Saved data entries
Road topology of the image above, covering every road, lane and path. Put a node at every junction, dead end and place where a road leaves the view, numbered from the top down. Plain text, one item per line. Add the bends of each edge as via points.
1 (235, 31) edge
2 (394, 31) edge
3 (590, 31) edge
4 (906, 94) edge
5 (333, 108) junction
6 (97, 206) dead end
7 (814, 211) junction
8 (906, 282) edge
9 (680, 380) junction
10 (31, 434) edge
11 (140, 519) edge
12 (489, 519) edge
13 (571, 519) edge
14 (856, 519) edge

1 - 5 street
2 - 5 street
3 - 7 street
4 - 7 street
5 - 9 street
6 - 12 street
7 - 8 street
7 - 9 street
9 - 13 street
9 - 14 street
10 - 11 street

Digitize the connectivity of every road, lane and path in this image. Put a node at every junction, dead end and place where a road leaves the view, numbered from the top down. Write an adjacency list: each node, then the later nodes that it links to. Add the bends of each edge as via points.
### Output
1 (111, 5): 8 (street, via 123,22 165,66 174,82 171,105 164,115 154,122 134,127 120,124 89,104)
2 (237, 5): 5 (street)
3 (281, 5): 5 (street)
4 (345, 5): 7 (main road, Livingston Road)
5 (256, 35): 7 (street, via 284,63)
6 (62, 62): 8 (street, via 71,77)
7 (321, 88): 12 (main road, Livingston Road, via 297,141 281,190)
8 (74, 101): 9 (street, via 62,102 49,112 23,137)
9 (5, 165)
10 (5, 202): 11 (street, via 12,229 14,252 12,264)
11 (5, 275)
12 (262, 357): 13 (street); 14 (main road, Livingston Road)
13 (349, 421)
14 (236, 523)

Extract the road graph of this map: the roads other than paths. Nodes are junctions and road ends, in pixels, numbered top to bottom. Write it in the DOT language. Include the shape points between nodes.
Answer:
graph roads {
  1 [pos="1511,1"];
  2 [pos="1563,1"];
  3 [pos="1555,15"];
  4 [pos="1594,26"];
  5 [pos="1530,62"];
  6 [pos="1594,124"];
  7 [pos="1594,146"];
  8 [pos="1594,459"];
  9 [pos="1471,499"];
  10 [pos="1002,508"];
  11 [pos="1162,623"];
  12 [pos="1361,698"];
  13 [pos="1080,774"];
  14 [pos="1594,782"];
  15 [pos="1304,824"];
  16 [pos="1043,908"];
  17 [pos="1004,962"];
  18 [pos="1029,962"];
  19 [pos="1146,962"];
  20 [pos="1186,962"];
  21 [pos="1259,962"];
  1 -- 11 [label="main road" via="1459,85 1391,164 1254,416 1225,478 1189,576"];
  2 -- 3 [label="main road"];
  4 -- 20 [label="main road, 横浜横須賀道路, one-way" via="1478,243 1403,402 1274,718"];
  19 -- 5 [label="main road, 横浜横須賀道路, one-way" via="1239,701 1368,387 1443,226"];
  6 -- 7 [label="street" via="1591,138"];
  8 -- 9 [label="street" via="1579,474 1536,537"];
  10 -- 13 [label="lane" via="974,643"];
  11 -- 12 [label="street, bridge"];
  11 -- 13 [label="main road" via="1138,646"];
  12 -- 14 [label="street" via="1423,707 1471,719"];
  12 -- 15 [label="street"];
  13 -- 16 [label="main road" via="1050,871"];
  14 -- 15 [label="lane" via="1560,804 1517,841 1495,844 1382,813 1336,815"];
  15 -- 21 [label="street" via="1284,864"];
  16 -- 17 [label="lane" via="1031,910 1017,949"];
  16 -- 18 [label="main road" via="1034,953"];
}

--

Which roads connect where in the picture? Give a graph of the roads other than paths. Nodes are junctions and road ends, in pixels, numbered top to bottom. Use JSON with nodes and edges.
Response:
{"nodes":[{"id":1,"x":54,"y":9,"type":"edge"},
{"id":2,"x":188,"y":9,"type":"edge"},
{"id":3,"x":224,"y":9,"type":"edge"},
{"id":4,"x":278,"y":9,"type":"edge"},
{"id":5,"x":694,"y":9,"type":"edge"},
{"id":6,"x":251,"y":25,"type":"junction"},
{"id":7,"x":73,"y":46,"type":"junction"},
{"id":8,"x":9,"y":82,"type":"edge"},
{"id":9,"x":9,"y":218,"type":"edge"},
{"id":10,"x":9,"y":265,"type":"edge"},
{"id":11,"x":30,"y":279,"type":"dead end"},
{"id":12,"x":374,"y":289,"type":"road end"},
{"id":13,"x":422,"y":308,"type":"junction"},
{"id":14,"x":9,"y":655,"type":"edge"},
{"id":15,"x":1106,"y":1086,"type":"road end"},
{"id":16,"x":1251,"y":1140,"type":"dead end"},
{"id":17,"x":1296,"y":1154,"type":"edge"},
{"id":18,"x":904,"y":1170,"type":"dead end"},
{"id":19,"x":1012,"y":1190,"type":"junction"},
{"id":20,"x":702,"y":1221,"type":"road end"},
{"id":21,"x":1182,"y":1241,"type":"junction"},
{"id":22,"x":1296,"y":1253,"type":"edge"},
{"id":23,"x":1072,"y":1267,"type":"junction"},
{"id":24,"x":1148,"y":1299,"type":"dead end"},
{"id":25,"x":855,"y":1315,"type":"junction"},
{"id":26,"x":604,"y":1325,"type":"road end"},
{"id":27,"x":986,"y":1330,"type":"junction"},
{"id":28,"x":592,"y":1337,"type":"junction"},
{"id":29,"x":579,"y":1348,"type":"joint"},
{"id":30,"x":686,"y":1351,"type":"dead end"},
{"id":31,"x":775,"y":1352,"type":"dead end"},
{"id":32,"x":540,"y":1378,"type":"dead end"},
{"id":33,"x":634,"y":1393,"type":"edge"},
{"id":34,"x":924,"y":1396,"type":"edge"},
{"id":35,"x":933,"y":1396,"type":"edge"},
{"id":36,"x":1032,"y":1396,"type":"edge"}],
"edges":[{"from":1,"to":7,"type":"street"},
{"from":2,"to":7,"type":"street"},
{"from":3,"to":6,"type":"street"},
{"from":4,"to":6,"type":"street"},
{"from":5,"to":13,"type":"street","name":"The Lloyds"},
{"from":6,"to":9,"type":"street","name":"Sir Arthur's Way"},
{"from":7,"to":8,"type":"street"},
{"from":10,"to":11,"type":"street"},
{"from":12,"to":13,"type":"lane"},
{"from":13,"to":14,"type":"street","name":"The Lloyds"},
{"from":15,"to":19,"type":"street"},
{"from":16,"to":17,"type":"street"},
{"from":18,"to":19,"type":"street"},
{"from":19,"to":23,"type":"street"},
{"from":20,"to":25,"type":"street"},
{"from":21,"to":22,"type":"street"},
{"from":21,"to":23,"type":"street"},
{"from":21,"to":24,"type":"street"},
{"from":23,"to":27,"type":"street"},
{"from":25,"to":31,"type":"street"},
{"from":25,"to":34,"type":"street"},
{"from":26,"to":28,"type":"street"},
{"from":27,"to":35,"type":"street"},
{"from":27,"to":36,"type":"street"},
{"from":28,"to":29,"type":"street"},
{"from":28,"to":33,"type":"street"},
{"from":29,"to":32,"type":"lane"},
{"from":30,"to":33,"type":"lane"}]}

▶ _EXERCISE AIM_
Which of the lines in the data contain the string "junctions"? Return each one.

▶ _WRITTEN SOLUTION_
Extract the road graph of this map: the roads other than paths. Nodes are junctions and road ends, in pixels, numbered top to bottom. Write it in the DOT language. Include the shape points between nodes.
Which roads connect where in the picture? Give a graph of the roads other than paths. Nodes are junctions and road ends, in pixels, numbered top to bottom. Use JSON with nodes and edges.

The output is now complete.